1. What explains this lack of discernment? The answer is that men have failed to relate their facts to a great principle. The pessimist has allowed himself to be limited by time. He measures progress by heart-beats rather than by cycles. He thinks of the rotation of this small planet upon its axis, rather than of the millennial movements of solar systems. His method would be to hurry "an Elijah on into a John the Baptist, a Moses into a Paul." But in the divine method there is no haste. Fifteen centuries separate the gospel of Sinai and Calvary; while the visions of the Apocalypse stretch forward into a boundless future. The arm that shattered serfdom moved with gathering force through eighteen hundred years. Men are precipitate; but "Providence hurries not himself to display to-day the consequence of the principles he yesterday announced."

If we look at the past not as a mass of unrelated fragments, but rather as one magnificent whole, we shall find in its succeeding periods the promise of an exalted destiny, toward which the world slowly makes its way. In the midst of the

conflicting forces of evolution and degeneration, can aught but the existence of a purpose explain the preservation of mankind? Tribes and nations died, but the race sweeps steadily onward. Over the relics of primitive man other people build stately homes; Alexander's legions sleep beneath the tread of mightier armies; on every sepulcher of history are strewn the ashes of later camp-fires. So also does the perseverance of truth convince us of a plan in history. Conquering Vandals have swept empires to destruction; embittered subjects have kindled the flames of revolution; inspired Galileos have driven philosophers into oblivion; yet from the violence of conflict, from the throes of dissolution, from the crumblings of perishing institutions, an unseen power has called forth the true principles of better civilizations; and has moulded them into scepters and builded them into thrones. Egyptian immensity was lost in the desert; the gospel of power ended its mission by the Tiber; the apostle of beauty ceased to be praised on the Acropolis; but no pyramid, no obelisk stands a monument to buried truth. Its unbroken cord makes all the ages one.

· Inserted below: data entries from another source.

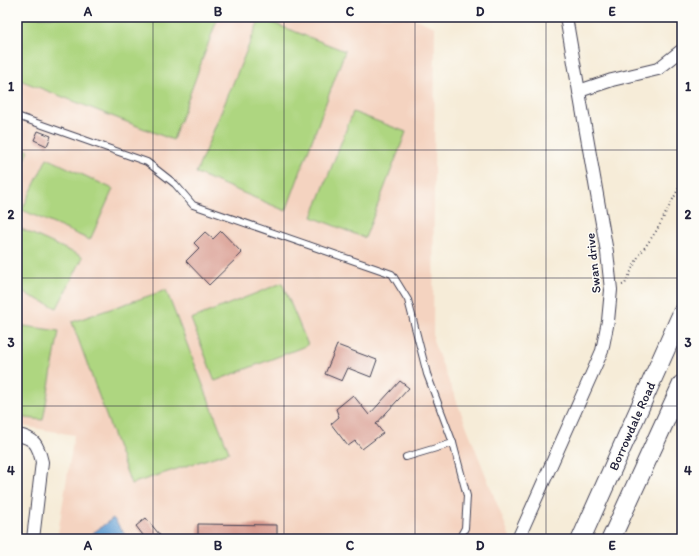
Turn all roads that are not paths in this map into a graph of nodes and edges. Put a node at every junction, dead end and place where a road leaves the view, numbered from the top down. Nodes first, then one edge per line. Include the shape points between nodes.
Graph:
1 (566, 17) edge
2 (682, 50) edge
3 (579, 92) junction
4 (17, 116) edge
5 (682, 313) edge
6 (682, 384) edge
7 (17, 435) edge
8 (453, 443) junction
9 (406, 457) dead end
10 (33, 539) edge
11 (459, 539) edge
12 (518, 539) edge
13 (582, 539) edge
14 (611, 539) edge

1 - 3 street, Swan drive
2 - 3 street via 658,69 612,80
3 - 12 street, Swan drive via 607,252 611,290 608,322 602,351
4 - 8 lane via 147,162 176,184 193,206 392,274 408,300 427,374
5 - 13 main road, Borrowdale Road
6 - 14 main road
7 - 10 street via 27,436 34,442 42,462
8 - 9 lane
8 - 11 lane via 467,496 465,528

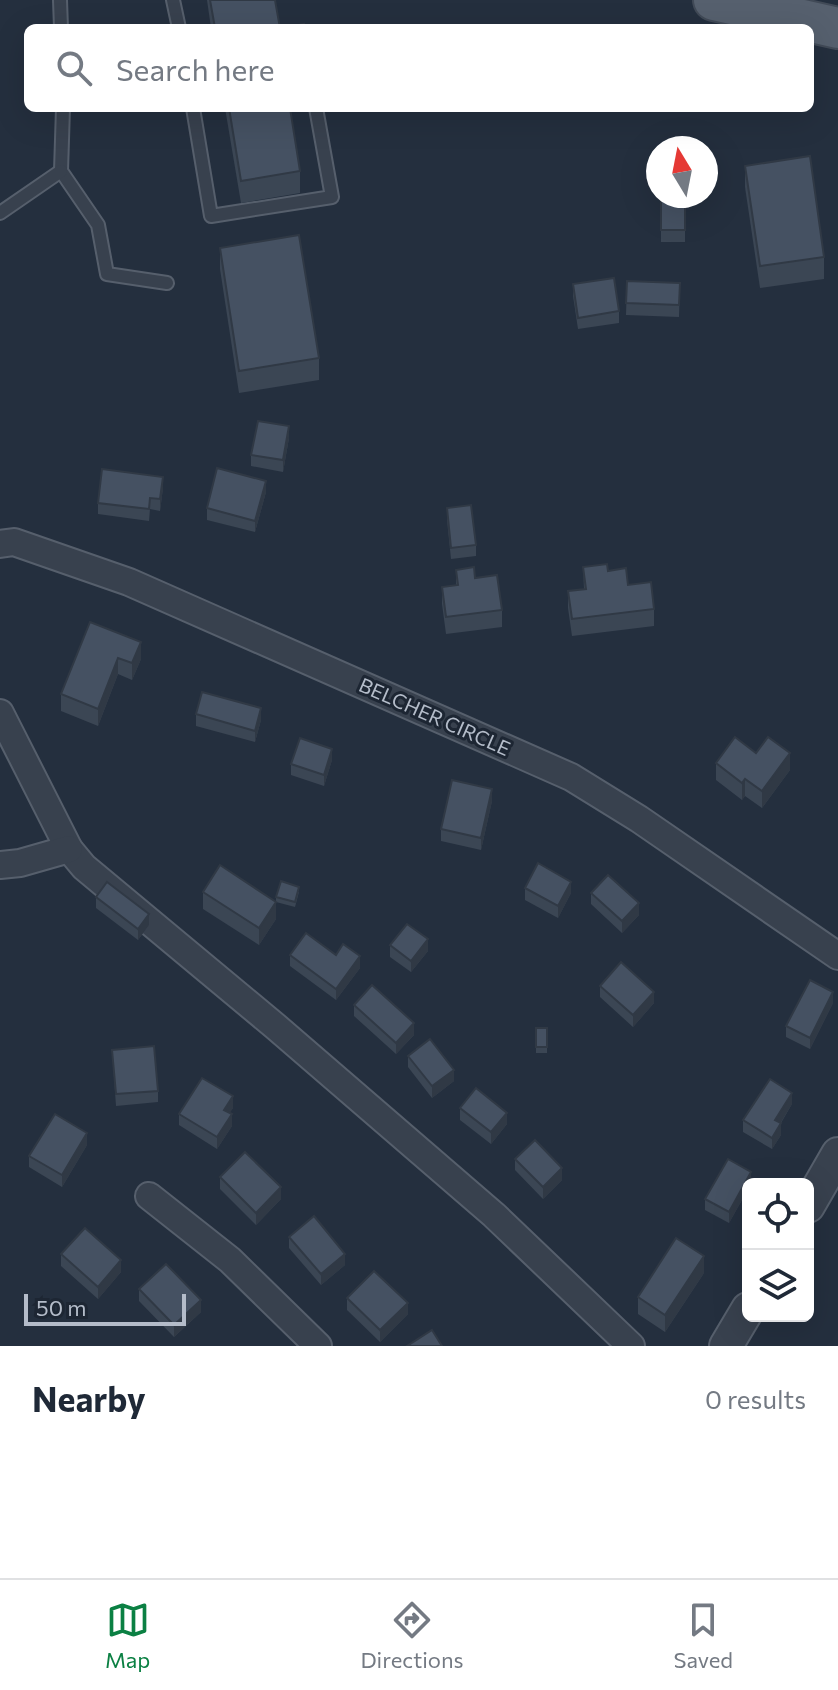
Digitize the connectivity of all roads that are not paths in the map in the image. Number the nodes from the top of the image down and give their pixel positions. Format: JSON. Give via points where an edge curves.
{"nodes":[{"id":1,"x":60,"y":0,"type":"edge"},
{"id":2,"x":173,"y":0,"type":"edge"},
{"id":3,"x":714,"y":0,"type":"edge"},
{"id":4,"x":61,"y":24,"type":"edge"},
{"id":5,"x":178,"y":24,"type":"edge"},
{"id":6,"x":838,"y":28,"type":"edge"},
{"id":7,"x":63,"y":112,"type":"edge"},
{"id":8,"x":194,"y":112,"type":"edge"},
{"id":9,"x":317,"y":112,"type":"edge"},
{"id":10,"x":61,"y":171,"type":"junction"},
{"id":11,"x":0,"y":213,"type":"edge"},
{"id":12,"x":167,"y":283,"type":"dead end"},
{"id":13,"x":0,"y":544,"type":"edge"},
{"id":14,"x":0,"y":713,"type":"edge"},
{"id":15,"x":69,"y":849,"type":"junction"},
{"id":16,"x":0,"y":865,"type":"edge"},
{"id":17,"x":838,"y":956,"type":"edge"},
{"id":18,"x":838,"y":1154,"type":"edge"},
{"id":19,"x":149,"y":1196,"type":"dead end"},
{"id":20,"x":814,"y":1196,"type":"edge"},
{"id":21,"x":742,"y":1319,"type":"edge"},
{"id":22,"x":318,"y":1346,"type":"edge"},
{"id":23,"x":631,"y":1346,"type":"edge"},
{"id":24,"x":726,"y":1346,"type":"edge"}],
"edges":[{"from":1,"to":4,"type":"lane"},
{"from":2,"to":5,"type":"lane"},
{"from":3,"to":6,"type":"main road"},
{"from":7,"to":10,"type":"lane"},
{"from":8,"to":9,"type":"lane","via":[[211,216],[332,197]]},
{"from":10,"to":11,"type":"lane"},
{"from":10,"to":12,"type":"lane","via":[[98,225],[107,274]]},
{"from":13,"to":17,"type":"street","name":"BELCHER CIRCLE","via":[[14,542],[129,582],[571,777]]},
{"from":14,"to":15,"type":"street"},
{"from":15,"to":16,"type":"street"},
{"from":15,"to":23,"type":"street","via":[[494,1215]]},
{"from":18,"to":20,"type":"street"},
{"from":19,"to":22,"type":"street","via":[[230,1260]]},
{"from":21,"to":24,"type":"street"}]}
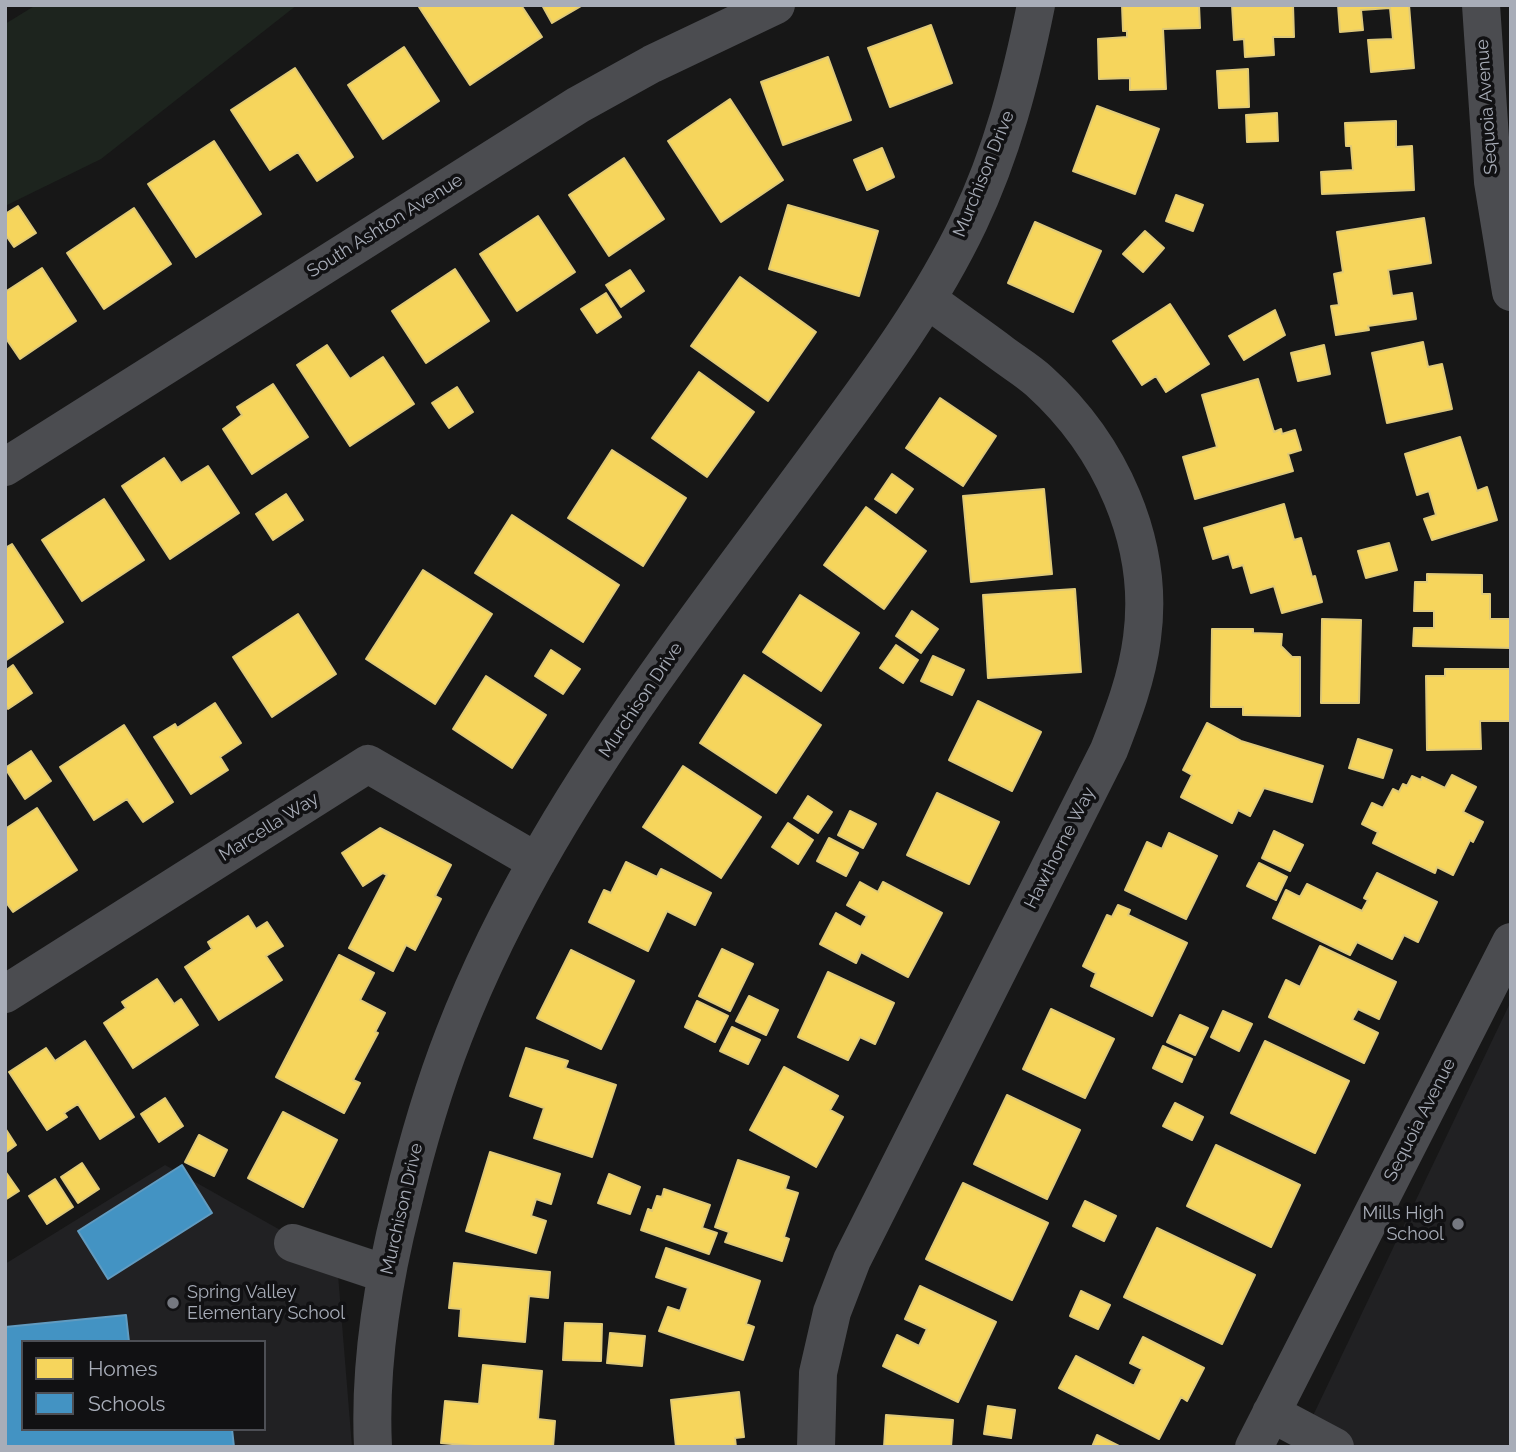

2. Grandly does analogy bear witness to the truth of this conception of progress. Geology gives its testimony. Go back in imagination and stand on the primordial beach of the earth and behold the operations of nature. What mighty convulsions! There, a stratum almost

perfect is upheaved and the monstrous waves beat it to fragments. Yonder, whole species of animals, apparently working out their proper destiny, are suddenly exterminated. What does it all mean? What plan can there be in destruction alternating with formation? Surely the operations of nature are aimless! But look! The horizon has receded. We stand on the summit of geologic time and hear the verdict of the present from the lips of Dana and Miller. Where we saw extermination, they point out creation; where we marveled at aimlessness, they reveal an increasing purpose. "See," they say, "the crashings and upheaval of nature have merely made possible the evolution of a grander plan, obscured to the narrow view of a human life." So with limited vision men look at history. Here are rivers of blood; there are broken scepters; yonder are falling empires. No virtue seems ascendant; again vice rolls like a billow. Shrieks of pain alternate with shouts of joy; and man cries: "To what purpose?" Rise, disheartened soul! From the summit of ages look again! See! Behold this, and history is intelligible. Every fact fits into its place. Drops of blood, and tears of sorrow, and carols of joy, are but symbols by which the record may be read. Its pages tell the growth of an ordered plan, and throughout its course runs a central current which loses itself in God.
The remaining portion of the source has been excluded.